**WHAT THE TASK ASKS:** Only a number is wanted: the count of lines in this listing that contain "School".

**DATA FOR PROCESSING:**

--

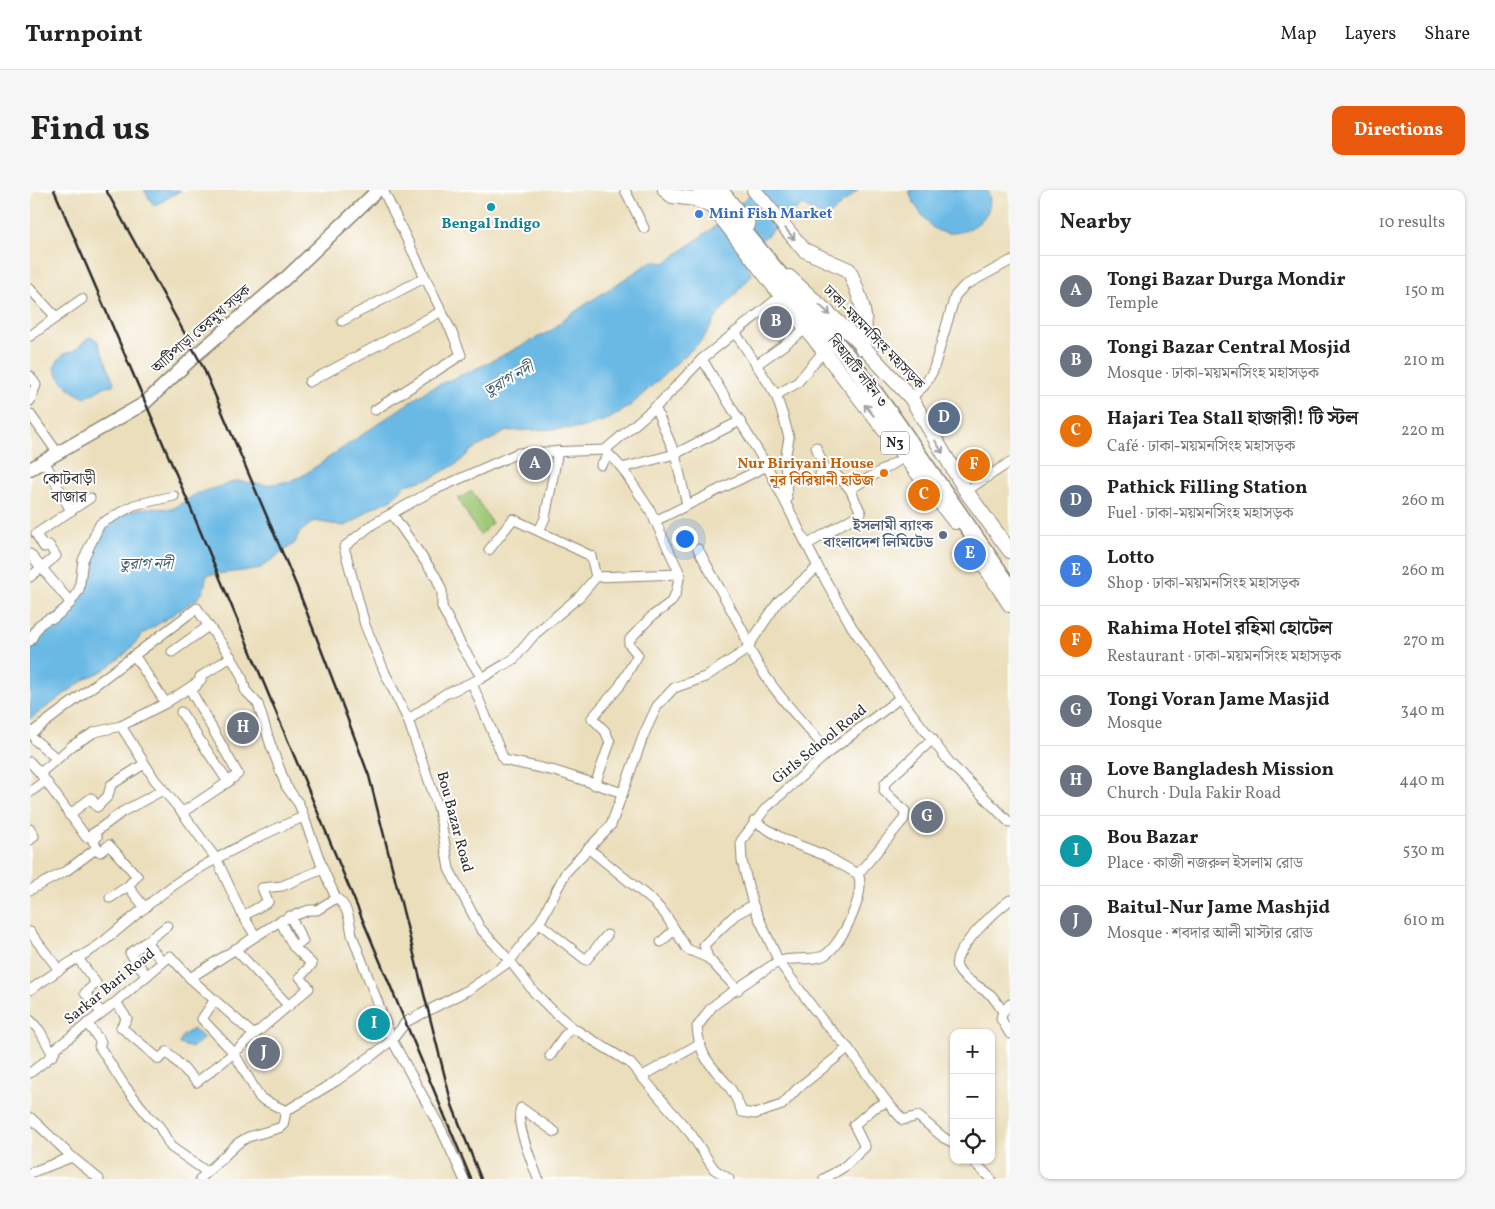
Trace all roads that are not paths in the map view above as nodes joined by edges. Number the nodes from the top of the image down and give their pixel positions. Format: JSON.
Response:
{"nodes":[{"id":1,"x":378,"y":190,"type":"edge"},
{"id":2,"x":383,"y":190,"type":"edge"},
{"id":3,"x":625,"y":190,"type":"edge"},
{"id":4,"x":665,"y":190,"type":"edge"},
{"id":5,"x":700,"y":190,"type":"edge"},
{"id":6,"x":709,"y":190,"type":"edge"},
{"id":7,"x":754,"y":190,"type":"edge"},
{"id":8,"x":721,"y":201,"type":"edge"},
{"id":9,"x":644,"y":228,"type":"dead end"},
{"id":10,"x":1010,"y":261,"type":"edge"},
{"id":11,"x":424,"y":278,"type":"junction"},
{"id":12,"x":30,"y":289,"type":"edge"},
{"id":13,"x":778,"y":290,"type":"junction"},
{"id":14,"x":82,"y":299,"type":"dead end"},
{"id":15,"x":442,"y":311,"type":"junction"},
{"id":16,"x":56,"y":317,"type":"junction"},
{"id":17,"x":342,"y":321,"type":"dead end"},
{"id":18,"x":806,"y":329,"type":"junction"},
{"id":19,"x":734,"y":332,"type":"junction"},
{"id":20,"x":30,"y":336,"type":"edge"},
{"id":21,"x":862,"y":348,"type":"junction"},
{"id":22,"x":822,"y":352,"type":"junction"},
{"id":23,"x":702,"y":359,"type":"junction"},
{"id":24,"x":756,"y":365,"type":"junction"},
{"id":25,"x":30,"y":376,"type":"edge"},
{"id":26,"x":309,"y":382,"type":"dead end"},
{"id":27,"x":776,"y":395,"type":"junction"},
{"id":28,"x":911,"y":398,"type":"junction"},
{"id":29,"x":30,"y":401,"type":"edge"},
{"id":30,"x":655,"y":407,"type":"junction"},
{"id":31,"x":375,"y":410,"type":"dead end"},
{"id":32,"x":30,"y":414,"type":"edge"},
{"id":33,"x":740,"y":421,"type":"junction"},
{"id":34,"x":816,"y":447,"type":"dead end"},
{"id":35,"x":558,"y":451,"type":"junction"},
{"id":36,"x":57,"y":452,"type":"junction"},
{"id":37,"x":607,"y":453,"type":"junction"},
{"id":38,"x":675,"y":454,"type":"junction"},
{"id":39,"x":905,"y":457,"type":"junction"},
{"id":40,"x":44,"y":461,"type":"junction"},
{"id":41,"x":1010,"y":462,"type":"edge"},
{"id":42,"x":601,"y":465,"type":"dead end"},
{"id":43,"x":766,"y":466,"type":"junction"},
{"id":44,"x":622,"y":468,"type":"junction"},
{"id":45,"x":30,"y":469,"type":"edge"},
{"id":46,"x":850,"y":489,"type":"junction"},
{"id":47,"x":966,"y":491,"type":"junction"},
{"id":48,"x":174,"y":496,"type":"dead end"},
{"id":49,"x":90,"y":498,"type":"dead end"},
{"id":50,"x":787,"y":503,"type":"junction"},
{"id":51,"x":686,"y":506,"type":"junction"},
{"id":52,"x":71,"y":511,"type":"junction"},
{"id":53,"x":392,"y":514,"type":"junction"},
{"id":54,"x":655,"y":521,"type":"junction"},
{"id":55,"x":539,"y":531,"type":"junction"},
{"id":56,"x":808,"y":544,"type":"junction"},
{"id":57,"x":698,"y":549,"type":"dead end"},
{"id":58,"x":490,"y":550,"type":"dead end"},
{"id":59,"x":1010,"y":552,"type":"edge"},
{"id":60,"x":30,"y":554,"type":"edge"},
{"id":61,"x":818,"y":567,"type":"junction"},
{"id":62,"x":42,"y":568,"type":"junction"},
{"id":63,"x":680,"y":574,"type":"junction"},
{"id":64,"x":30,"y":577,"type":"edge"},
{"id":65,"x":596,"y":577,"type":"junction"},
{"id":66,"x":1010,"y":588,"type":"edge"},
{"id":67,"x":71,"y":603,"type":"junction"},
{"id":68,"x":1010,"y":605,"type":"edge"},
{"id":69,"x":208,"y":627,"type":"junction"},
{"id":70,"x":30,"y":641,"type":"edge"},
{"id":71,"x":748,"y":648,"type":"junction"},
{"id":72,"x":172,"y":652,"type":"dead end"},
{"id":73,"x":134,"y":655,"type":"junction"},
{"id":74,"x":230,"y":657,"type":"junction"},
{"id":75,"x":482,"y":678,"type":"junction"},
{"id":76,"x":201,"y":680,"type":"junction"},
{"id":77,"x":472,"y":683,"type":"junction"},
{"id":78,"x":900,"y":698,"type":"junction"},
{"id":79,"x":164,"y":702,"type":"junction"},
{"id":80,"x":181,"y":712,"type":"dead end"},
{"id":81,"x":408,"y":720,"type":"junction"},
{"id":82,"x":120,"y":726,"type":"junction"},
{"id":83,"x":33,"y":737,"type":"edge"},
{"id":84,"x":933,"y":740,"type":"junction"},
{"id":85,"x":829,"y":752,"type":"junction"},
{"id":86,"x":57,"y":759,"type":"junction"},
{"id":87,"x":30,"y":762,"type":"edge"},
{"id":88,"x":144,"y":764,"type":"junction"},
{"id":89,"x":42,"y":777,"type":"junction"},
{"id":90,"x":228,"y":782,"type":"junction"},
{"id":91,"x":595,"y":785,"type":"junction"},
{"id":92,"x":163,"y":790,"type":"junction"},
{"id":93,"x":30,"y":792,"type":"edge"},
{"id":94,"x":623,"y":793,"type":"junction"},
{"id":95,"x":181,"y":811,"type":"junction"},
{"id":96,"x":69,"y":815,"type":"junction"},
{"id":97,"x":303,"y":817,"type":"junction"},
{"id":98,"x":754,"y":820,"type":"junction"},
{"id":99,"x":1010,"y":823,"type":"edge"},
{"id":100,"x":30,"y":829,"type":"edge"},
{"id":101,"x":94,"y":833,"type":"junction"},
{"id":102,"x":30,"y":840,"type":"edge"},
{"id":103,"x":97,"y":848,"type":"junction"},
{"id":104,"x":588,"y":848,"type":"junction"},
{"id":105,"x":217,"y":860,"type":"junction"},
{"id":106,"x":323,"y":869,"type":"junction"},
{"id":107,"x":858,"y":874,"type":"junction"},
{"id":108,"x":31,"y":886,"type":"edge"},
{"id":109,"x":128,"y":886,"type":"junction"},
{"id":110,"x":110,"y":898,"type":"dead end"},
{"id":111,"x":336,"y":898,"type":"junction"},
{"id":112,"x":1010,"y":900,"type":"edge"},
{"id":113,"x":753,"y":905,"type":"junction"},
{"id":114,"x":145,"y":908,"type":"junction"},
{"id":115,"x":243,"y":916,"type":"junction"},
{"id":116,"x":290,"y":916,"type":"junction"},
{"id":117,"x":280,"y":921,"type":"junction"},
{"id":118,"x":539,"y":923,"type":"junction"},
{"id":119,"x":167,"y":926,"type":"dead end"},
{"id":120,"x":674,"y":930,"type":"junction"},
{"id":121,"x":30,"y":932,"type":"edge"},
{"id":122,"x":256,"y":935,"type":"junction"},
{"id":123,"x":607,"y":935,"type":"dead end"},
{"id":124,"x":146,"y":942,"type":"junction"},
{"id":125,"x":661,"y":942,"type":"dead end"},
{"id":126,"x":293,"y":946,"type":"junction"},
{"id":127,"x":234,"y":949,"type":"junction"},
{"id":128,"x":77,"y":957,"type":"junction"},
{"id":129,"x":708,"y":958,"type":"junction"},
{"id":130,"x":510,"y":961,"type":"junction"},
{"id":131,"x":163,"y":962,"type":"junction"},
{"id":132,"x":779,"y":962,"type":"junction"},
{"id":133,"x":58,"y":970,"type":"junction"},
{"id":134,"x":147,"y":976,"type":"junction"},
{"id":135,"x":190,"y":978,"type":"junction"},
{"id":136,"x":30,"y":990,"type":"edge"},
{"id":137,"x":738,"y":990,"type":"junction"},
{"id":138,"x":214,"y":1001,"type":"junction"},
{"id":139,"x":116,"y":1002,"type":"junction"},
{"id":140,"x":1010,"y":1004,"type":"edge"},
{"id":141,"x":289,"y":1006,"type":"junction"},
{"id":142,"x":101,"y":1012,"type":"junction"},
{"id":143,"x":1003,"y":1012,"type":"junction"},
{"id":144,"x":30,"y":1020,"type":"edge"},
{"id":145,"x":87,"y":1022,"type":"junction"},
{"id":146,"x":573,"y":1028,"type":"junction"},
{"id":147,"x":1010,"y":1034,"type":"edge"},
{"id":148,"x":254,"y":1035,"type":"junction"},
{"id":149,"x":392,"y":1040,"type":"junction"},
{"id":150,"x":699,"y":1044,"type":"junction"},
{"id":151,"x":848,"y":1048,"type":"junction"},
{"id":152,"x":234,"y":1053,"type":"junction"},
{"id":153,"x":53,"y":1055,"type":"junction"},
{"id":154,"x":550,"y":1056,"type":"dead end"},
{"id":155,"x":30,"y":1073,"type":"edge"},
{"id":156,"x":641,"y":1077,"type":"junction"},
{"id":157,"x":887,"y":1102,"type":"junction"},
{"id":158,"x":286,"y":1111,"type":"junction"},
{"id":159,"x":31,"y":1118,"type":"edge"},
{"id":160,"x":555,"y":1132,"type":"dead end"},
{"id":161,"x":950,"y":1141,"type":"edge"},
{"id":162,"x":72,"y":1157,"type":"junction"},
{"id":163,"x":976,"y":1164,"type":"edge"},
{"id":164,"x":207,"y":1172,"type":"junction"},
{"id":165,"x":30,"y":1173,"type":"edge"},
{"id":166,"x":716,"y":1176,"type":"edge"},
{"id":167,"x":99,"y":1179,"type":"edge"},
{"id":168,"x":200,"y":1179,"type":"edge"},
{"id":169,"x":464,"y":1179,"type":"edge"},
{"id":170,"x":538,"y":1179,"type":"edge"},
{"id":171,"x":728,"y":1179,"type":"edge"},
{"id":172,"x":824,"y":1179,"type":"edge"},
{"id":173,"x":991,"y":1179,"type":"edge"}],
"edges":[{"from":1,"to":36,"type":"main road","name":"আটিপাড়া তেরমুখ সড়ক"},
{"from":2,"to":11,"type":"street"},
{"from":3,"to":9,"type":"street"},
{"from":4,"to":8,"type":"highway"},
{"from":5,"to":8,"type":"highway","number":"N3"},
{"from":6,"to":8,"type":"highway","name":"বিআরটি লাইন ৩"},
{"from":7,"to":21,"type":"highway","one_way":true},
{"from":8,"to":13,"type":"highway","number":"N3"},
{"from":8,"to":21,"type":"highway","name":"ঢাকা-ময়মনসিংহ মহাসড়ক","number":"N3","one_way":true},
{"from":8,"to":66,"type":"highway","name":"বিআরটি লাইন ৩"},
{"from":10,"to":28,"type":"street"},
{"from":11,"to":15,"type":"street"},
{"from":11,"to":17,"type":"street"},
{"from":12,"to":16,"type":"street"},
{"from":13,"to":18,"type":"highway","number":"N3"},
{"from":13,"to":19,"type":"street"},
{"from":14,"to":16,"type":"street"},
{"from":15,"to":26,"type":"street"},
{"from":15,"to":31,"type":"street"},
{"from":16,"to":20,"type":"street"},
{"from":18,"to":22,"type":"highway","number":"N3"},
{"from":18,"to":24,"type":"street"},
{"from":19,"to":23,"type":"street"},
{"from":19,"to":24,"type":"street"},
{"from":21,"to":28,"type":"highway","name":"ঢাকা-ময়মনসিংহ মহাসড়ক","number":"N3"},
{"from":22,"to":27,"type":"street"},
{"from":39,"to":22,"type":"highway","number":"N3","one_way":true},
{"from":23,"to":30,"type":"street"},
{"from":23,"to":33,"type":"street"},
{"from":24,"to":27,"type":"street"},
{"from":25,"to":29,"type":"street"},
{"from":27,"to":50,"type":"street"},
{"from":28,"to":47,"type":"highway","name":"ঢাকা-ময়মনসিংহ মহাসড়ক","number":"N3","one_way":true},
{"from":30,"to":37,"type":"street"},
{"from":30,"to":38,"type":"street"},
{"from":32,"to":36,"type":"street"},
{"from":33,"to":38,"type":"street"},
{"from":33,"to":43,"type":"street"},
{"from":34,"to":46,"type":"street"},
{"from":35,"to":37,"type":"street"},
{"from":35,"to":53,"type":"street"},
{"from":35,"to":55,"type":"street"},
{"from":36,"to":40,"type":"main road","name":"আটিপাড়া তেরমুখ সড়ক"},
{"from":37,"to":42,"type":"street"},
{"from":37,"to":44,"type":"street"},
{"from":38,"to":44,"type":"street"},
{"from":38,"to":51,"type":"street"},
{"from":39,"to":46,"type":"street"},
{"from":39,"to":68,"type":"highway","number":"N3"},
{"from":40,"to":45,"type":"main road","name":"আটিপাড়া তেরমুখ সড়ক"},
{"from":40,"to":52,"type":"street"},
{"from":41,"to":47,"type":"street"},
{"from":43,"to":50,"type":"street"},
{"from":43,"to":51,"type":"street"},
{"from":44,"to":54,"type":"street"},
{"from":46,"to":56,"type":"street"},
{"from":47,"to":59,"type":"highway","name":"ঢাকা-ময়মনসিংহ মহাসড়ক","number":"N3"},
{"from":48,"to":67,"type":"street"},
{"from":49,"to":52,"type":"street"},
{"from":50,"to":56,"type":"street"},
{"from":51,"to":54,"type":"street"},
{"from":52,"to":62,"type":"street"},
{"from":53,"to":75,"type":"street"},
{"from":53,"to":81,"type":"street","name":"Bou Bazar Road"},
{"from":54,"to":63,"type":"street"},
{"from":55,"to":58,"type":"street"},
{"from":55,"to":65,"type":"street"},
{"from":56,"to":61,"type":"street"},
{"from":57,"to":71,"type":"street"},
{"from":60,"to":62,"type":"street"},
{"from":61,"to":71,"type":"street"},
{"from":61,"to":78,"type":"street"},
{"from":62,"to":64,"type":"street"},
{"from":62,"to":67,"type":"street"},
{"from":63,"to":65,"type":"street"},
{"from":63,"to":91,"type":"street"},
{"from":65,"to":75,"type":"street"},
{"from":67,"to":70,"type":"street"},
{"from":69,"to":72,"type":"street"},
{"from":69,"to":73,"type":"street"},
{"from":69,"to":74,"type":"street"},
{"from":71,"to":85,"type":"street"},
{"from":71,"to":94,"type":"street"},
{"from":73,"to":79,"type":"street"},
{"from":73,"to":83,"type":"street"},
{"from":74,"to":76,"type":"street"},
{"from":74,"to":97,"type":"street"},
{"from":75,"to":77,"type":"street"},
{"from":76,"to":79,"type":"street"},
{"from":76,"to":90,"type":"street"},
{"from":77,"to":81,"type":"street"},
{"from":77,"to":91,"type":"street"},
{"from":78,"to":84,"type":"street"},
{"from":78,"to":85,"type":"street","name":"Girls School Road"},
{"from":79,"to":82,"type":"street"},
{"from":80,"to":90,"type":"street"},
{"from":81,"to":130,"type":"street","name":"Bou Bazar Road"},
{"from":82,"to":86,"type":"street"},
{"from":82,"to":88,"type":"street"},
{"from":83,"to":86,"type":"street"},
{"from":84,"to":99,"type":"street"},
{"from":84,"to":107,"type":"street"},
{"from":85,"to":98,"type":"street","name":"Girls School Road"},
{"from":86,"to":89,"type":"street"},
{"from":87,"to":89,"type":"street"},
{"from":88,"to":92,"type":"street"},
{"from":88,"to":96,"type":"street"},
{"from":89,"to":93,"type":"street"},
{"from":89,"to":96,"type":"street"},
{"from":90,"to":95,"type":"street"},
{"from":91,"to":94,"type":"street"},
{"from":92,"to":95,"type":"street"},
{"from":92,"to":101,"type":"street"},
{"from":94,"to":104,"type":"street"},
{"from":95,"to":105,"type":"street"},
{"from":96,"to":101,"type":"street"},
{"from":97,"to":105,"type":"street"},
{"from":97,"to":106,"type":"street"},
{"from":98,"to":107,"type":"street"},
{"from":98,"to":113,"type":"street","name":"Girls School Road"},
{"from":100,"to":102,"type":"street"},
{"from":101,"to":103,"type":"street"},
{"from":103,"to":108,"type":"street"},
{"from":103,"to":109,"type":"street"},
{"from":104,"to":118,"type":"street"},
{"from":104,"to":120,"type":"street"},
{"from":105,"to":114,"type":"street"},
{"from":105,"to":115,"type":"street"},
{"from":106,"to":111,"type":"street"},
{"from":106,"to":115,"type":"street"},
{"from":107,"to":132,"type":"street"},
{"from":109,"to":110,"type":"street"},
{"from":109,"to":114,"type":"street"},
{"from":111,"to":116,"type":"street"},
{"from":111,"to":149,"type":"street"},
{"from":112,"to":143,"type":"street"},
{"from":113,"to":129,"type":"street"},
{"from":113,"to":132,"type":"street","name":"Girls School Road"},
{"from":114,"to":128,"type":"street"},
{"from":115,"to":122,"type":"street"},
{"from":116,"to":117,"type":"street"},
{"from":116,"to":126,"type":"street"},
{"from":117,"to":122,"type":"street"},
{"from":117,"to":126,"type":"street"},
{"from":118,"to":123,"type":"street"},
{"from":118,"to":130,"type":"street"},
{"from":119,"to":124,"type":"street"},
{"from":120,"to":125,"type":"street"},
{"from":120,"to":129,"type":"street"},
{"from":121,"to":133,"type":"street"},
{"from":122,"to":127,"type":"street"},
{"from":124,"to":131,"type":"street"},
{"from":124,"to":134,"type":"street"},
{"from":126,"to":141,"type":"street"},
{"from":127,"to":135,"type":"street"},
{"from":127,"to":141,"type":"street"},
{"from":128,"to":133,"type":"street"},
{"from":128,"to":142,"type":"street"},
{"from":129,"to":137,"type":"street"},
{"from":130,"to":146,"type":"street","name":"Bou Bazar Road"},
{"from":130,"to":149,"type":"street"},
{"from":131,"to":134,"type":"street","name":"Sarkar Bari Road"},
{"from":131,"to":135,"type":"street","name":"Sarkar Bari Road"},
{"from":132,"to":137,"type":"street"},
{"from":132,"to":151,"type":"street","name":"Girls School Road"},
{"from":133,"to":136,"type":"street"},
{"from":134,"to":139,"type":"street","name":"Sarkar Bari Road"},
{"from":135,"to":138,"type":"street"},
{"from":137,"to":150,"type":"street"},
{"from":138,"to":148,"type":"street"},
{"from":138,"to":152,"type":"street"},
{"from":139,"to":142,"type":"street","name":"Sarkar Bari Road"},
{"from":139,"to":152,"type":"street"},
{"from":140,"to":143,"type":"street"},
{"from":141,"to":148,"type":"street"},
{"from":142,"to":145,"type":"street","name":"Sarkar Bari Road"},
{"from":143,"to":147,"type":"street"},
{"from":144,"to":153,"type":"street"},
{"from":145,"to":153,"type":"street","name":"Sarkar Bari Road"},
{"from":145,"to":164,"type":"street"},
{"from":146,"to":154,"type":"street"},
{"from":146,"to":156,"type":"street","name":"Bou Bazar Road"},
{"from":148,"to":152,"type":"street"},
{"from":149,"to":158,"type":"street"},
{"from":149,"to":169,"type":"street"},
{"from":150,"to":151,"type":"street"},
{"from":150,"to":156,"type":"street"},
{"from":151,"to":157,"type":"street","name":"Girls School Road"},
{"from":152,"to":158,"type":"street"},
{"from":153,"to":155,"type":"street","name":"Sarkar Bari Road"},
{"from":156,"to":166,"type":"street","name":"Bou Bazar Road"},
{"from":157,"to":161,"type":"street","name":"Girls School Road"},
{"from":157,"to":172,"type":"street"},
{"from":158,"to":164,"type":"street"},
{"from":159,"to":162,"type":"street"},
{"from":160,"to":170,"type":"street"},
{"from":162,"to":165,"type":"street"},
{"from":162,"to":167,"type":"street"},
{"from":163,"to":173,"type":"street"},
{"from":164,"to":168,"type":"street"},
{"from":166,"to":171,"type":"street","name":"Bou Bazar Road"}]}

--

**YOUR RESPONSE:** 7